Promotional single by Katy Perry

from the album Teenage Dream
- Released: August 10, 2010
- Studio: Studio at the Palms (Las Vegas, Nevada); Triangle Sound Studios & Silent Sound Studios (Atlanta, Georgia); The Boom Boom Boom (Burbank, California); Henson Recording Studios (Los Angeles, California);
- Genre: Disco-rock; gothic rock; hard rock;
- Length: 4:32
- Label: Capitol
- Songwriters: Katy Perry; Christopher Stewart; Monte Neuble;
- Producer: C. "Tricky" Stewart

Audio video
- "Circle The Drain" on YouTube

= Circle the Drain (Katy Perry song) =

"Circle the Drain" is a song by American singer Katy Perry, from her third studio album, Teenage Dream (2010). It was written by Perry, Christopher "Tricky" Stewart and Monte Neuble. Stewart would also produce the song. Lyrically, "Circle the Drain" candidly focuses on a former lover's drug-addiction and the strains it put on both of them. Following its release, several media outlets reported it to have been inspired by her former relationship with Travie McCoy. Capitol Records released the track as a promotional single two weeks before the album's release on August 10.

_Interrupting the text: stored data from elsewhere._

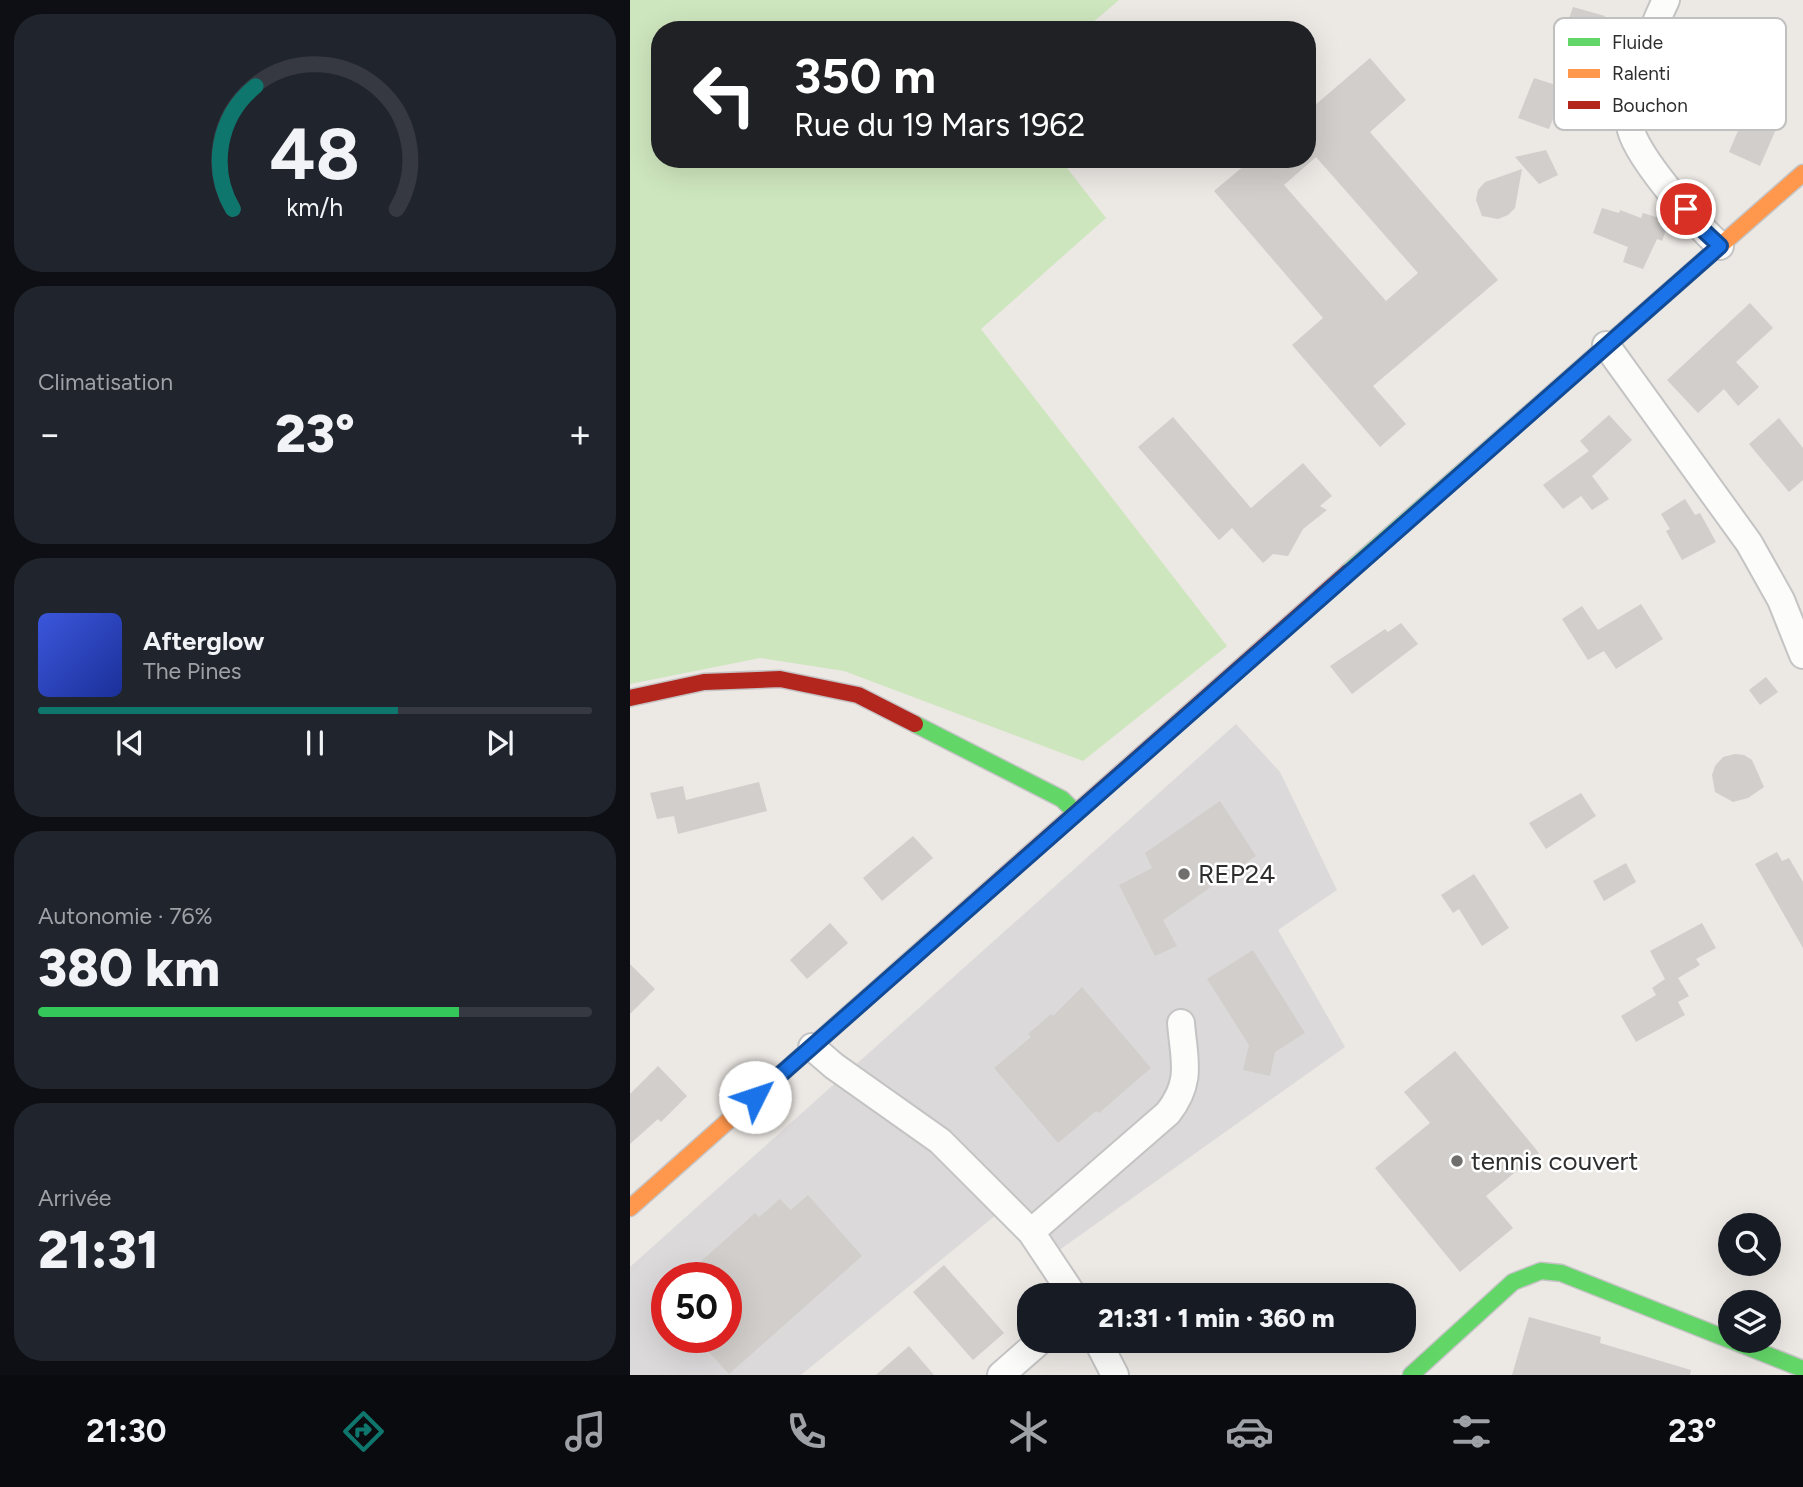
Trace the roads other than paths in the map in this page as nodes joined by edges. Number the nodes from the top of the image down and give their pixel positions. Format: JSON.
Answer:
{"nodes":[{"id":1,"x":1667,"y":0,"type":"edge"},
{"id":2,"x":1660,"y":18,"type":"edge"},
{"id":3,"x":1631,"y":130,"type":"edge"},
{"id":4,"x":1803,"y":173,"type":"edge"},
{"id":5,"x":1720,"y":246,"type":"junction"},
{"id":6,"x":1606,"y":345,"type":"junction"},
{"id":7,"x":1803,"y":655,"type":"edge"},
{"id":8,"x":630,"y":698,"type":"edge"},
{"id":9,"x":1076,"y":813,"type":"junction"},
{"id":10,"x":1181,"y":1023,"type":"dead end"},
{"id":11,"x":812,"y":1047,"type":"junction"},
{"id":12,"x":630,"y":1208,"type":"edge"},
{"id":13,"x":1031,"y":1232,"type":"junction"},
{"id":14,"x":1065,"y":1283,"type":"edge"},
{"id":15,"x":1026,"y":1353,"type":"edge"},
{"id":16,"x":1104,"y":1353,"type":"edge"},
{"id":17,"x":1803,"y":1369,"type":"edge"},
{"id":18,"x":1001,"y":1375,"type":"edge"},
{"id":19,"x":1115,"y":1375,"type":"edge"},
{"id":20,"x":1411,"y":1375,"type":"edge"}],
"edges":[{"from":1,"to":2,"type":"street"},
{"from":3,"to":5,"type":"street"},
{"from":4,"to":5,"type":"main road"},
{"from":5,"to":6,"type":"main road"},
{"from":6,"to":7,"type":"street"},
{"from":6,"to":9,"type":"main road"},
{"from":8,"to":9,"type":"main road"},
{"from":9,"to":11,"type":"main road"},
{"from":10,"to":13,"type":"street"},
{"from":11,"to":12,"type":"main road"},
{"from":11,"to":13,"type":"street"},
{"from":13,"to":14,"type":"street"},
{"from":15,"to":18,"type":"street"},
{"from":16,"to":19,"type":"street"},
{"from":17,"to":20,"type":"main road"}]}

Critics were divided on the track, with some finding Perry to be in a hypocritical position, given the album's other material. Other reviewers found it nice to see a different side to the singer. The song achieved modest charting, with its highest peak position being number 30 on the Canadian Hot 100. It charted similarly in New Zealand and managed to enter the US Billboard Hot 100 at number 58. "Circle the Drain" has been performed by Perry on her 2011 world tour, California Dreams Tour. On the tour, she was dressed in a catsuit and the stage was decorated in cartoonish meat. Concert reviewers gave her performances mixed reviews.

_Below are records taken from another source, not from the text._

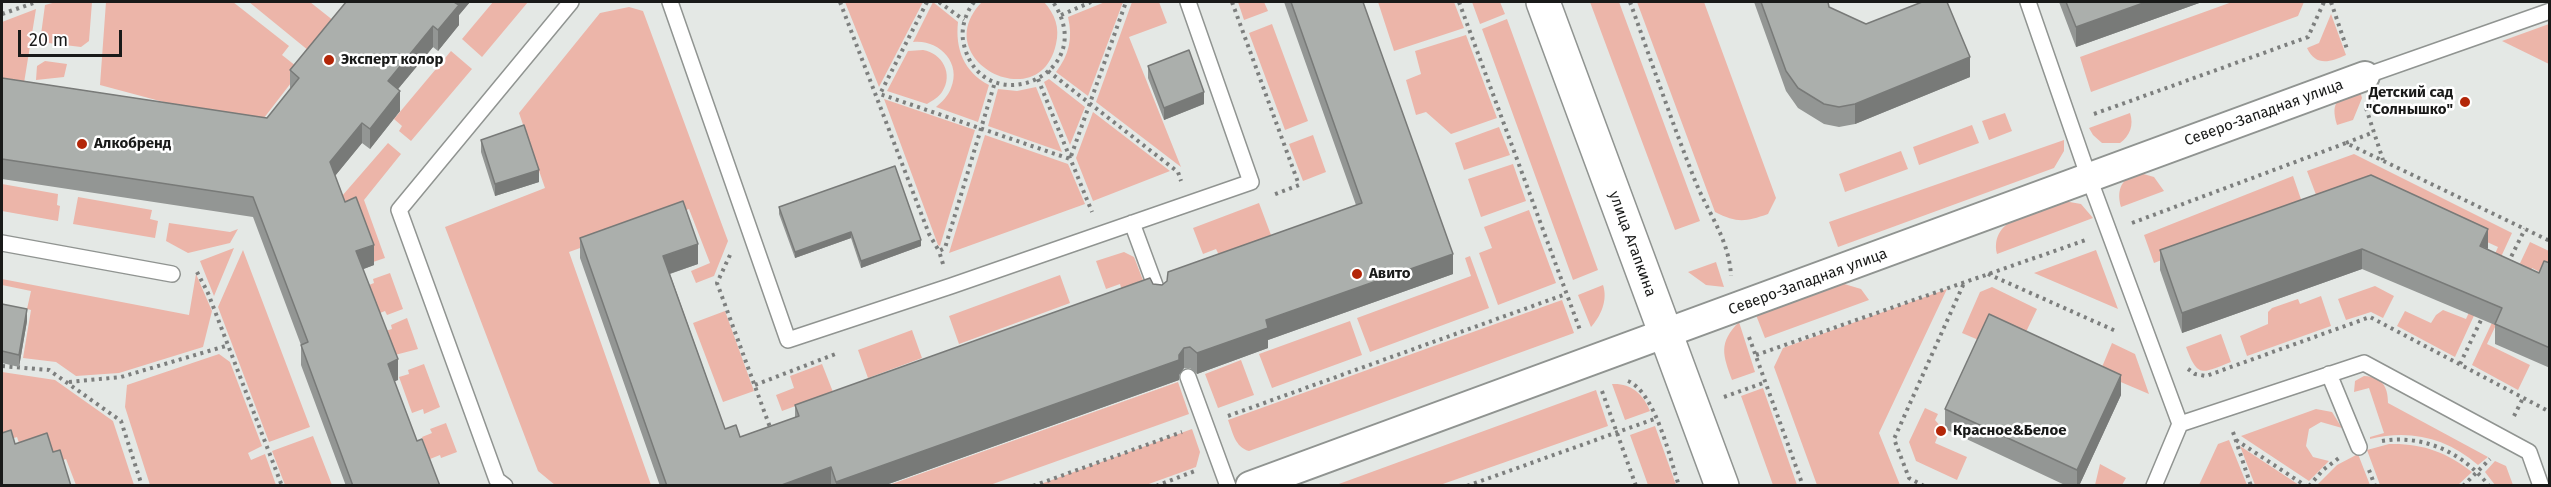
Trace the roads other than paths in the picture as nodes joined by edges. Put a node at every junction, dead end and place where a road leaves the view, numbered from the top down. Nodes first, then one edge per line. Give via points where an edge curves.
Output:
1 (571, 2) edge
2 (670, 2) edge
3 (1188, 2) edge
4 (1543, 2) edge
5 (2028, 2) edge
6 (2550, 11) edge
7 (2365, 76) joint
8 (2089, 178) junction
9 (1132, 223) junction
10 (2, 243) edge
11 (172, 274) dead end
12 (1159, 296) edge
13 (1665, 334) junction
14 (2329, 374) junction
15 (1188, 377) dead end
16 (2180, 424) junction
17 (2360, 447) road end
18 (506, 486) edge
19 (1228, 486) edge
20 (1250, 486) edge
21 (1722, 486) edge
22 (2154, 486) edge
23 (2541, 486) edge

1 - 18 lane via 399,210 497,480
2 - 9 lane via 788,340
3 - 9 lane via 1251,182
4 - 13 main road, улица Агапкина
5 - 8 lane
6 - 7 lane
7 - 8 street, Северо-Западная улица
8 - 13 street, Северо-Западная улица
8 - 16 lane
9 - 12 lane
10 - 11 lane
13 - 20 street, Северо-Западная улица via 1596,373
13 - 21 main road, улица Агапкина
14 - 16 lane
14 - 17 lane
14 - 23 lane via 2364,363 2529,452
15 - 19 lane
16 - 22 lane

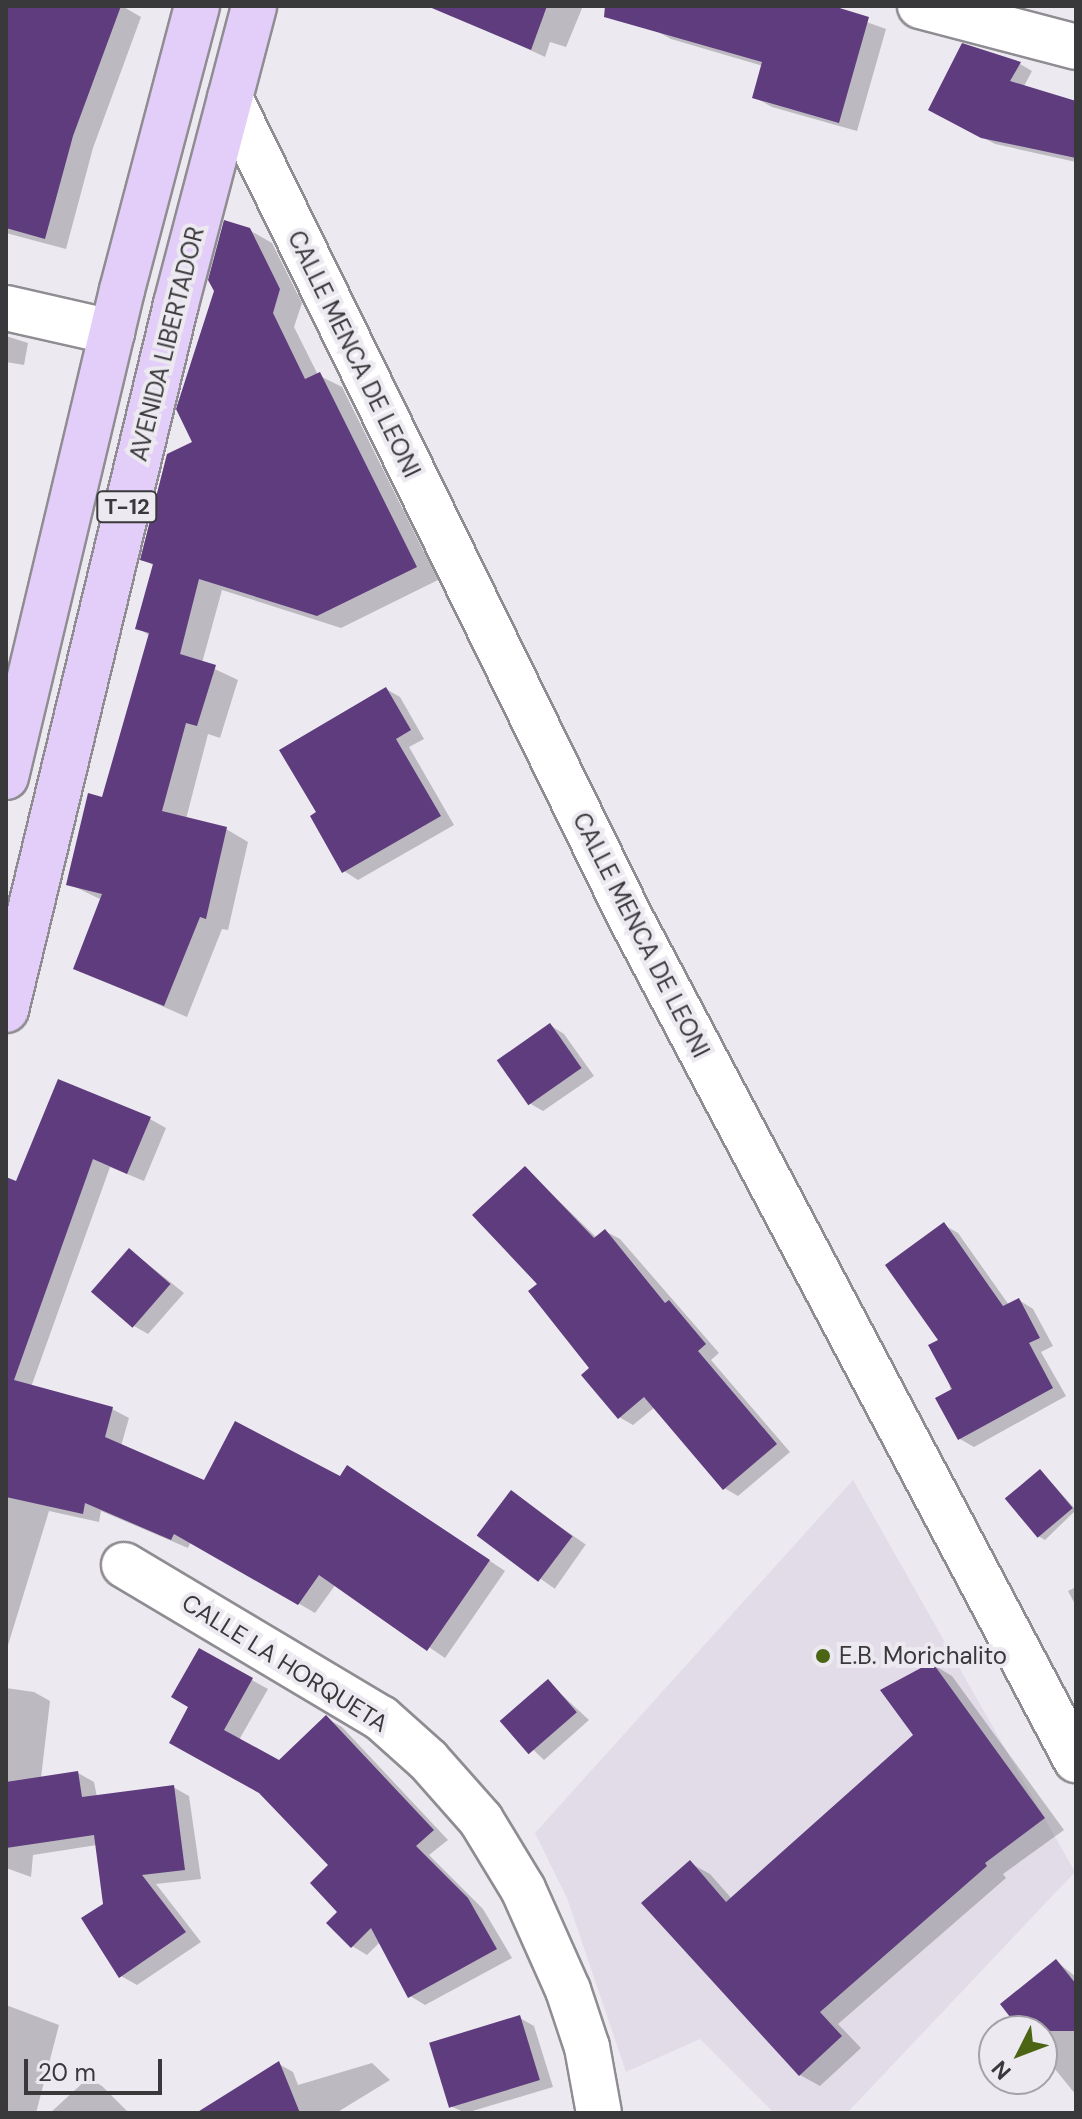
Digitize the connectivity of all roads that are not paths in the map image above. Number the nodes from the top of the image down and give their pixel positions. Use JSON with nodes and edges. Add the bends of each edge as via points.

== Production and composition ==
Along with Christopher "Tricky" Stewart and Monte Neuble, Perry wrote the song entitled "Circle the Drain" for her third studio album, Teenage Dream. A total of 17 music engineers contributed to the track's composition. Upon its release, critics suggested the song was about her former relationship with Gym Class Heroes' lead vocalist Travie McCoy. When MTV asked for his opinion on the track in 2010, McCoy admitted to hearing about "Circle the Drain", but had never actually listened to the song. Nonetheless, he commented: "I heard she put out a song that's about me, or about some old habits or whatever. [And] I look at it like this: I'm just stoked that she finally has a song with some substance on her record. Good job." McCoy, who has been open about his battle with drug addiction, later revealed that at first he found the song comical, but then he became hurt that she threw him under the bus. "There's a way that I had to be felt the wrong way or told the wrong way ... maybe I needed to hear that for myself, but it was definitely grimey," he said in a 2021 No Jumper interview.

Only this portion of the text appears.